The Habit · Chapter 28

The Marker

Scripture shaped fiction

3 min read

Noel goes to Ruth's grave after New Year and says aloud what he has been learning about love, silence, and the wrong tools.

The Habit

Chapter 28: The Marker

The cemetery was on the far side of town, past the medical offices and the newer subdivisions with names borrowed from trees they had already displaced.

Noel went on New Year's Day at 2:15 in the afternoon with no flowers, no prayer, and no better reason than that the day had opened around him like a cleared lot and he no longer had any convincing excuse not to.

Ruth's marker sat under a cedar near the back fence.

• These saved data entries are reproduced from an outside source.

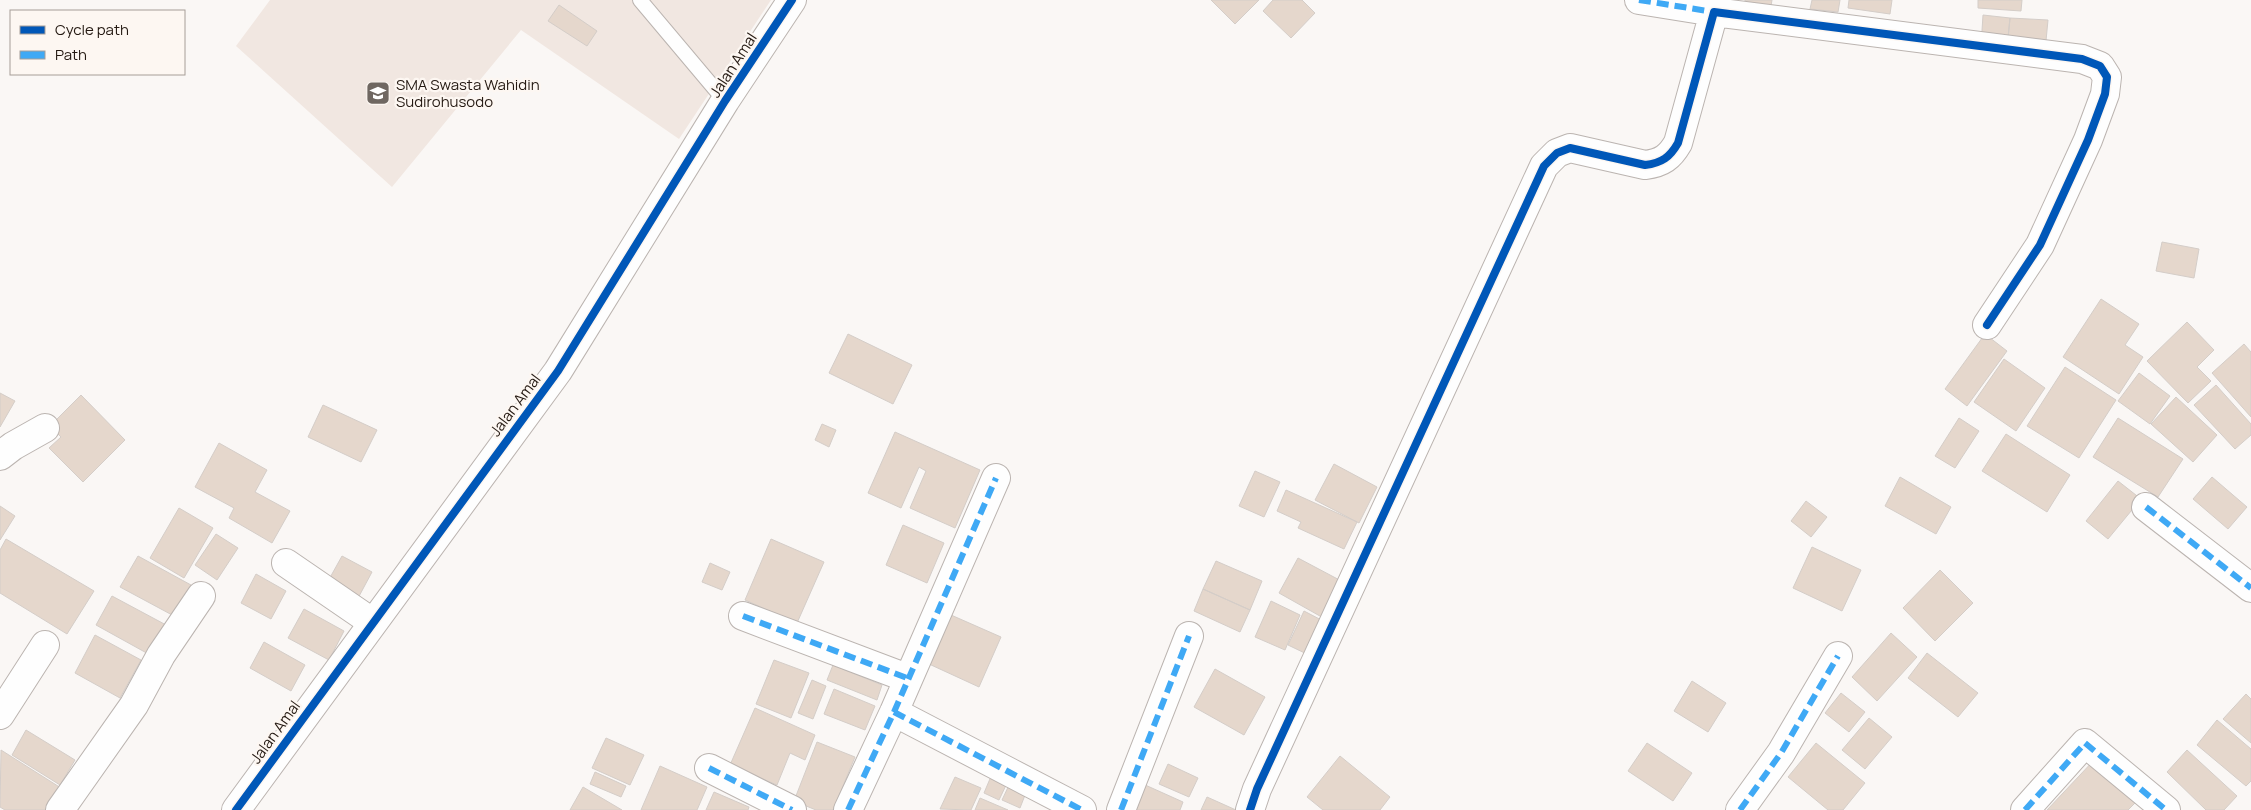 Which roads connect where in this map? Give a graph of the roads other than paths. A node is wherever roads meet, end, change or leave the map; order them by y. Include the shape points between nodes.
1 (640, 0) edge
2 (792, 0) edge
3 (1639, 0) edge
4 (1714, 12) junction
5 (725, 101) junction
6 (1987, 325) dead end
7 (45, 428) dead end
8 (0, 456) edge
9 (996, 478) dead end
10 (2146, 508) dead end
11 (286, 563) dead end
12 (2251, 588) edge
13 (201, 596) dead end
14 (743, 616) dead end
15 (372, 622) junction
16 (1189, 636) dead end
17 (46, 645) dead end
18 (1838, 656) dead end
19 (907, 678) junction
20 (894, 712) junction
21 (0, 715) edge
22 (709, 768) dead end
23 (60, 810) edge
24 (236, 810) edge
25 (792, 810) edge
26 (848, 810) edge
27 (1082, 810) edge
28 (1121, 810) edge
29 (1250, 810) edge
30 (1740, 810) edge
31 (2025, 810) edge
32 (2166, 810) edge

1 - 5 lane
2 - 5 street, Jalan Amal
3 - 4 street
4 - 6 street via 2082,59 2100,66 2107,78 2105,94 2088,140 2040,245
4 - 29 street via 1678,143 1671,156 1645,165 1570,148 1557,153 1544,166
5 - 15 street, Jalan Amal via 558,371
7 - 8 street
9 - 19 street
10 - 12 street
11 - 15 street
13 - 23 street via 161,655 134,705
14 - 19 street
15 - 24 street, Jalan Amal
16 - 28 street
17 - 21 street
18 - 30 street via 1781,753
19 - 20 street
20 - 26 street
20 - 27 street
22 - 25 street
31 - 32 street via 2085,743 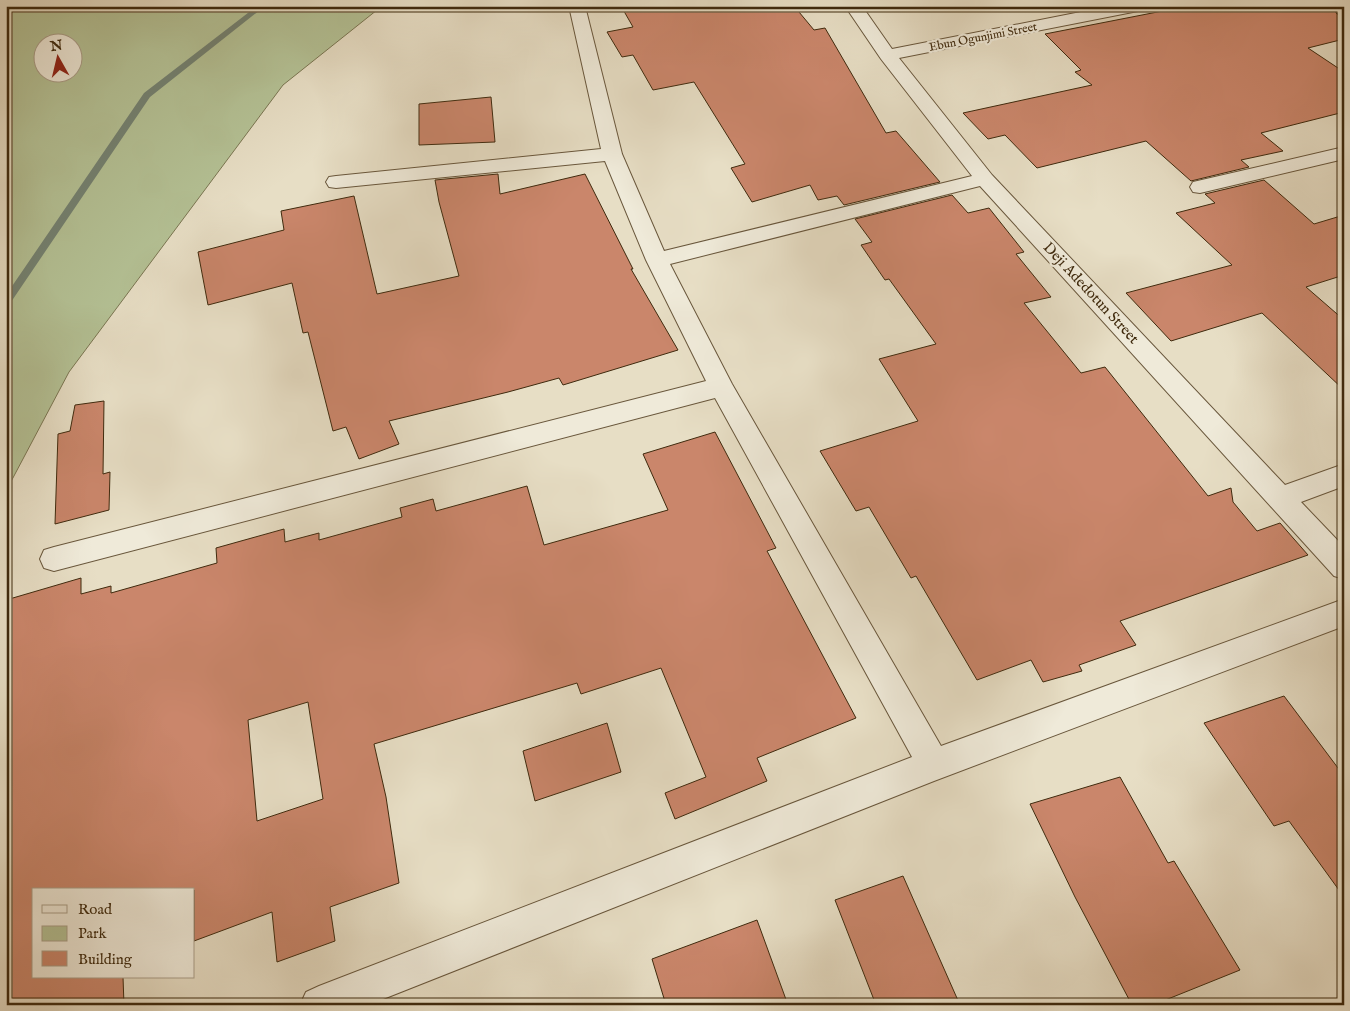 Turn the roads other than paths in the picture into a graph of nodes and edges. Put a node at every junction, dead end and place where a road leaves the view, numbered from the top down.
1 (577, 6) edge
2 (853, 6) edge
3 (1138, 6) edge
4 (1340, 6) edge
5 (1344, 9) edge
6 (887, 55) junction
7 (1344, 153) edge
8 (612, 154) junction
9 (985, 179) junction
10 (336, 182) dead end
11 (1200, 187) dead end
12 (657, 260) junction
13 (721, 387) junction
14 (1344, 476) edge
15 (1281, 498) junction
16 (54, 559) dead end
17 (1344, 566) edge
18 (1344, 612) edge
19 (934, 765) junction
20 (319, 1005) edge

1 - 8 street
2 - 6 street, Deji Adedotun Street
3 - 6 street, Ebun Ogunjimi Street
4 - 5 street
6 - 9 street, Deji Adedotun Street
7 - 11 street
8 - 10 street
8 - 12 street
9 - 12 street
9 - 15 street, Deji Adedotun Street
12 - 13 street
13 - 16 street
13 - 19 street
14 - 15 street
15 - 17 street, Deji Adedotun Street
18 - 19 street
19 - 20 street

Simple gray granite. RUTH ELAINE WARE, 1961-2022. Below it, one line from Micah she would have appreciated more for its usefulness than its poetry: DO JUSTLY. LOVE MERCY. WALK HUMBLY.

He stood over the marker with his hands in his coat pockets and watched his own breath enter and leave the cold air.

This was the problem with cemeteries. They require no labor from the living. There is nothing to tighten, no joint to inspect, no hidden leak to expose. Only presence. Only the offense of not being able to convert grief into maintenance.

For a long time he said nothing.

Then he said, "They came for Christmas."

The words vanished into the air so quickly that for a second he was embarrassed by how insufficient they sounded.

"Renee and Lila," he said. "You would've liked the child. She talks like she invented sequence."

He rubbed his thumb against the seam of his pocket.

"You were wrong about the letter."

There. Plain enough. No theatrics. No cemetery speech designed to prove anything to an invisible audience.

"I know why now," he said after a minute. "Or some of why."

The cedar shifted slightly in the winter wind. Somewhere across the grounds a car door shut and then a man coughed, the ordinary sounds of a place built specifically to suggest the ordinary has concluded.

"You loved me hard," Noel said. "You also did some things with that love that made the room smaller than it had to be."

He waited, as if some part of him still believed accuracy might summon reply.

Of course it didn't.

But the sentence stayed in the air longer than the one about Christmas had, perhaps because it had taken him longer to manufacture and less time to mean.

He stood another five minutes. Not for ceremony. Just because leaving immediately after telling the truth can make the truth feel like a package dropped at the wrong address.

On the way back to the truck he passed a fresh grave with the tarp still rolled near the mound and thought, with the mild surprise of a man discovering he has changed while facing elsewhere, that he no longer felt like the only member of his family required to carry unfinished things.

That night he wrote:

Ruth is buried under a cedar on the far side of town, and this afternoon I finally told her she was wrong about the letter. I also told her Memphis came for Christmas. Neither sentence felt finished, but both of them felt true.

He left the notebook open while he made tea, something Ruth had always done in winter and he had only recently begun doing himself because age, like grief, sometimes arrives disguised as preference.

Steam rose from the mug. The house settled. Nothing answered.

Still, the room felt slightly larger than it had that morning.